▶ **EXERCISE MATERIAL**:
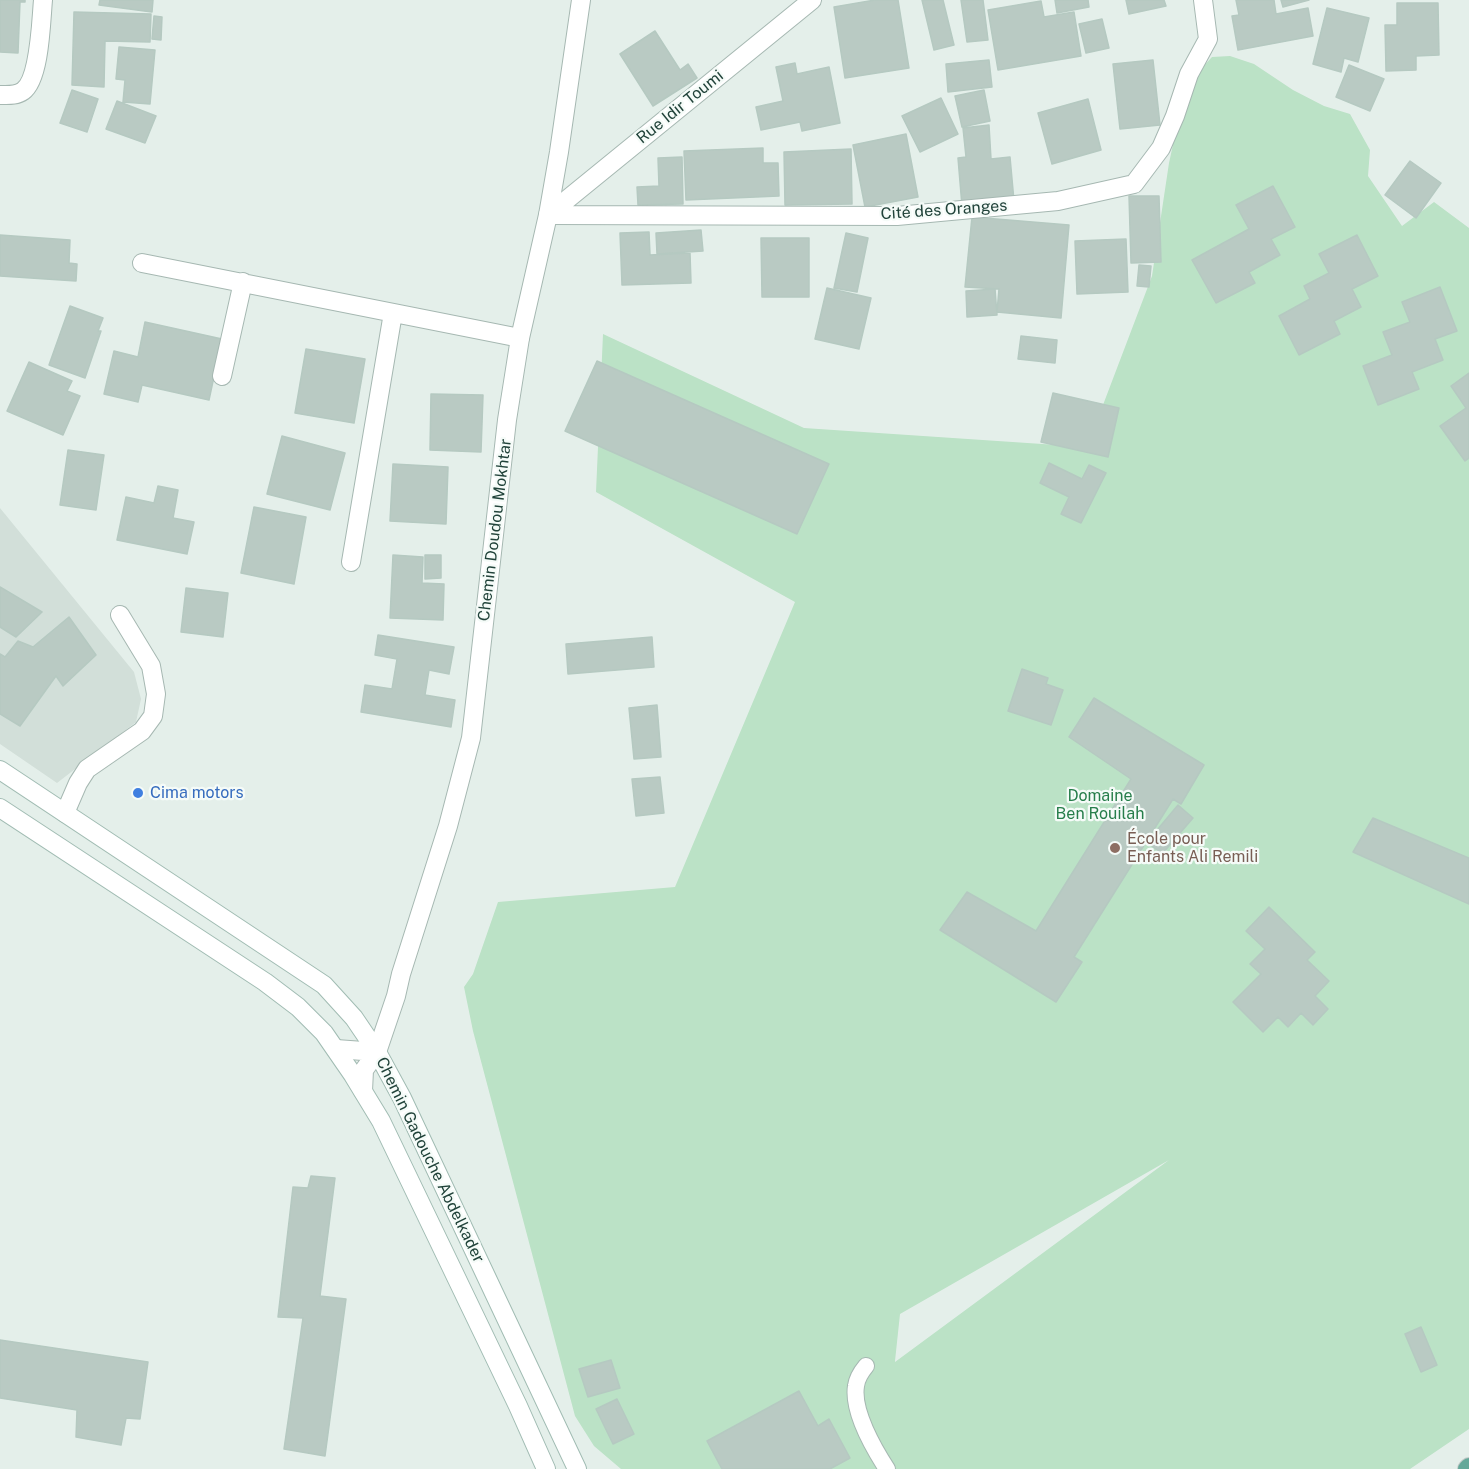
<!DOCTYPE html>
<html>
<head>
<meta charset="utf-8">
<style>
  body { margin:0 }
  canvas { display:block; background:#e4efea }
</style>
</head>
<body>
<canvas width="1469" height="1469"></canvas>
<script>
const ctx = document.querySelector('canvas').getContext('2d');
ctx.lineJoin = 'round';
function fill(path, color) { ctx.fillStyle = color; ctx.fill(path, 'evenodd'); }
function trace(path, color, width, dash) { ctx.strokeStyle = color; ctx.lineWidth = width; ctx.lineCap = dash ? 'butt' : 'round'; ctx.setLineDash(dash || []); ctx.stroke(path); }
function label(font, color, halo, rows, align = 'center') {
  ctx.font = font + ' "Public Sans",sans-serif'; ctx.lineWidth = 4.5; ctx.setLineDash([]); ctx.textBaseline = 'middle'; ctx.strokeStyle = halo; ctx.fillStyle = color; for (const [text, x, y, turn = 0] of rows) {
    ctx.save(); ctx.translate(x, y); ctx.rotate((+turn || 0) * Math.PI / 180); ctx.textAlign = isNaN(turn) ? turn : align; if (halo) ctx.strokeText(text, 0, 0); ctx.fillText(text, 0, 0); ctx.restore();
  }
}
fill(new Path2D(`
  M0 508 134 672 141 699 136 722 57 783 0 744Z`), '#d2dfd9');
fill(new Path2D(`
  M1230 56 1254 64 1293 90 1324 106 1350 114 1370 150 1368 176 1402 226 1434 202 1469 228V1429L1410 1469H621L594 1446 575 1416 473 1031 464 987 473 974 498 902 675 887 795 602 596 492 603 334 804 428 1087 447 1152 276 1169 163 1181 108 1197 73 1212 57ZM1169 1160 895 1362V1361L900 1314Z`), '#bbe2c6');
const building = new Path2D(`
  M0 0H25V2H20L18 53 0 52Z
  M100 0H153L152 12 99 5Z
  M875 0H898L909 68 845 78 834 7Z
  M922 0H943L954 45 934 50Z
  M961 0H983L988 40 967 42Z
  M1055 0H1088L1089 7 1057 13Z
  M1126 0H1164L1166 6 1129 14Z
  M1236 0H1274L1276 14 1308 8 1313 36 1238 50 1232 16 1239 15Z
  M1281 0H1309L1283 7Z
  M1041 1 1044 17 1074 12 1081 56 998 70 988 10Z
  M1397 3H1438L1439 55 1416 56V70L1386 71 1385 25H1397Z
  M1327 8 1369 18 1358 62 1344 58 1341 72 1313 64Z
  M74 12 151 14 150 42 105 41 104 87 72 85Z
  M154 16 162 17 161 40 152 39Z
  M1102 19 1109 48 1086 53 1079 24Z
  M655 31 680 70 688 64 697 78 653 106 620 54Z
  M119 47 155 50 150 104 123 102 125 80 116 79Z
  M989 60 992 87 948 92 946 64Z
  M1153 60 1160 125 1120 129 1113 64Z
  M795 63 797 74 829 67 840 123 802 131 800 122 761 130 756 107 783 101 776 67Z
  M1349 65 1384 79 1370 111 1336 97Z
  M72 90 98 99 87 132 60 123Z
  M984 90 990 121 962 127 955 96Z
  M941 98 958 134 920 152 902 116Z
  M1088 99 1101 150 1052 164 1038 113Z
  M117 101 156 116 145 143 106 129Z
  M989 125 991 159 1010 157 1014 201 962 206 958 158 966 157 963 128Z
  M906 134 918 197 865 207 853 145Z
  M763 148V163H778L779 196 686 200 684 151Z
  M851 149 852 204 785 205 784 152Z
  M682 157 683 204 638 205 637 187 659 186 658 158Z
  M1410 161 1441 183 1416 218 1385 195Z
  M1273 186 1295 227 1271 239 1280 255 1249 272 1255 283 1216 303 1192 260 1249 229 1236 205Z
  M1129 196H1159L1161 262 1131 263Z
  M972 217 1069 225 1061 318 997 312 999 289 965 287Z
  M701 230 703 251 657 254 656 233Z
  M649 232 650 255 690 253 691 283 622 285 620 233Z
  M846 233 868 238 857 292 834 288Z
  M0 235 70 240 69 263 77 264 76 281 0 276Z
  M1357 235 1378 276 1352 289 1361 307 1334 321 1340 334 1299 355 1279 316 1310 299 1304 286 1329 273 1319 254Z
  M761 238H809V297H762Z
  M1126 239 1128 292 1077 294 1075 241Z
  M1139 265 1151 266 1149 287 1137 286Z
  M1440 287 1457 331 1435 339 1443 360 1412 372 1419 389 1378 405 1363 366 1392 355 1383 332 1410 322 1402 302Z
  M827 288 871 298 859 349 815 339Z
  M995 289 997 315 967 317 966 291Z
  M70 306 103 318 98 331H101L85 378 49 365Z
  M145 322 222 339 209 400 142 385 138 402 104 394 114 351 138 357Z
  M1021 336 1057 340 1055 363 1018 359Z
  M306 349 365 359 354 423 295 413Z
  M597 361 829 464 797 534 565 431Z
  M29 362 72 381 67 391 80 396 63 435 7 411Z
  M1469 373V458L1465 461 1440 426 1466 408 1451 386Z
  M1053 393 1119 408 1108 457 1041 442Z
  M431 394 483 395 481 452 430 450Z
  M282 436 345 453 330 510 267 494Z
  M68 450 104 455 96 510 60 505Z
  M1049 463 1082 479 1089 465 1106 473 1081 523 1061 514 1069 497 1040 483Z
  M393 464 448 467 446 524 390 521Z
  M158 486 178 490 173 518 194 522 187 554 117 540 126 497 154 503Z
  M254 507 306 517 294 584 241 573Z
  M393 555 423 557 422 583 444 584 443 620 390 618Z
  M425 555H441V578L425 579Z
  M0 587 42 612 16 637 0 627Z
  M186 588 228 593 223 637 181 632Z
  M69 617 96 655 63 686 56 676 20 726 0 714V654L5 657 18 641 33 647Z
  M378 635 454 647 449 674 429 670 425 695 455 700 451 727 361 712 365 685 392 689 397 659 375 655Z
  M652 637 654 667 568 674 566 644Z
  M1022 669 1048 678 1046 684 1063 690 1051 725 1008 711Z
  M1094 698 1204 765 1181 804 1173 799 1074 957 1082 962 1056 1002 940 930 967 892 1036 931 1131 779 1069 737Z
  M657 705 661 757 634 759 629 708Z
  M660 777 664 813 636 816 632 779Z
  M1178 805 1193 818 1162 854 1147 842Z
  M1373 818 1469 858V904L1353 852Z
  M1269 907 1315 952 1307 960 1329 981 1315 996 1328 1009 1313 1025 1301 1013 1288 1027 1278 1017 1263 1032 1233 1002 1261 974 1250 964 1265 949 1246 931Z
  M311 1176 335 1178 320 1296 346 1299 325 1456 284 1449 303 1318 278 1317 293 1187 308 1188Z
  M1421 1327 1437 1365 1421 1372 1405 1334Z
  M0 1340 148 1362 140 1419 126 1418 121 1445 76 1437 77 1410 0 1398Z
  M611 1360 620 1388 588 1397 579 1369Z
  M799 1391 818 1426 829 1419 850 1458 830 1469H722L707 1441Z
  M617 1399 634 1434 613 1444 596 1409Z`);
fill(building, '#b9cac3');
trace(building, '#b5c9c1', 1.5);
const service = new Path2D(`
  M866 1366C861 1372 857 1378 856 1386 852 1411 874 1449 887 1469`);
const minor = new Path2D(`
  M0 95C8 95 16 96 23 91 40 79 41 21 43 0
  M548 215 897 216 1058 201 1134 184 1161 148 1175 116 1189 74 1208 39 1203 0
  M548 215 812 0
  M142 263 520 338
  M222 376 243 282
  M351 562 393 313
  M65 813 78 783 87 769 142 731 153 716 156 694 151 666 120 615`);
const tertiary = new Path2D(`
  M336 1049 377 1052
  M363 1091 364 1070 377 1052 396 996 401 974 448 826 471 738 507 420 520 338 548 215 559 152 581 0`);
const secondary = new Path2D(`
  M0 770 324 985 354 1018 377 1052 402 1098 577 1469
  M0 808 265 982 298 1007 324 1033 353 1075 381 1121 518 1406 546 1469`);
const primary = new Path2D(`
  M1467 1469 1469 1467`);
trace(service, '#a6b8b2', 18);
trace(minor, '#a6b8b2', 20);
trace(tertiary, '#a6b8b2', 20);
trace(secondary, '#a1bcb3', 20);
trace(primary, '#c1cac8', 20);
trace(service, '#fff', 16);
trace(minor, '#fff', 18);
trace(tertiary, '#fff', 18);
trace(secondary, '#fff', 18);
trace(primary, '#64a899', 18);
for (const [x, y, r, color] of [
  [138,793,6,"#3f7fe0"],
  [1115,848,6,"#8d6e63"]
]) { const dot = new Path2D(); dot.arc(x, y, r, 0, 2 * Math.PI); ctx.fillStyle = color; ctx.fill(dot); trace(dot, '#f5fbf8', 2); }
label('16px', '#21433a', '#f5fbf8', [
  ["Rue Idir Toumi",680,107,-39],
  ["Cité des Oranges",944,210,-4],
  ["Chemin Doudou Mokhtar",495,530,-83],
  ["Chemin Gadouche Abdelkader",430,1160,64]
]);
label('16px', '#366cbe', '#f5fbf8', [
  ["Cima motors",150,793]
], 'left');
label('16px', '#277e4b', '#f5fbf8', [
  ["Domaine",1100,796],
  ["Ben Rouilah",1100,814]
]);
label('16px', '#785e54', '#f5fbf8', [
  ["École pour",1127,839],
  ["Enfants Ali Remili",1127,857]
], 'left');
</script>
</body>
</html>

▶ **WHAT YOU WILL DO**: All lines of the records above that carry the word "lineWidth" should be listed.

▶ **RESULT OF THE EXERCISE**:
function trace(path, color, width, dash) { ctx.strokeStyle = color; ctx.lineWidth = width; ctx.lineCap = dash ? 'butt' : 'round'; ctx.setLineDash(dash || []); ctx.stroke(path); }
  ctx.font = font + ' "Public Sans",sans-serif'; ctx.lineWidth = 4.5; ctx.setLineDash([]); ctx.textBaseline = 'middle'; ctx.strokeStyle = halo; ctx.fillStyle = color; for (const [text, x, y, turn = 0] of rows) {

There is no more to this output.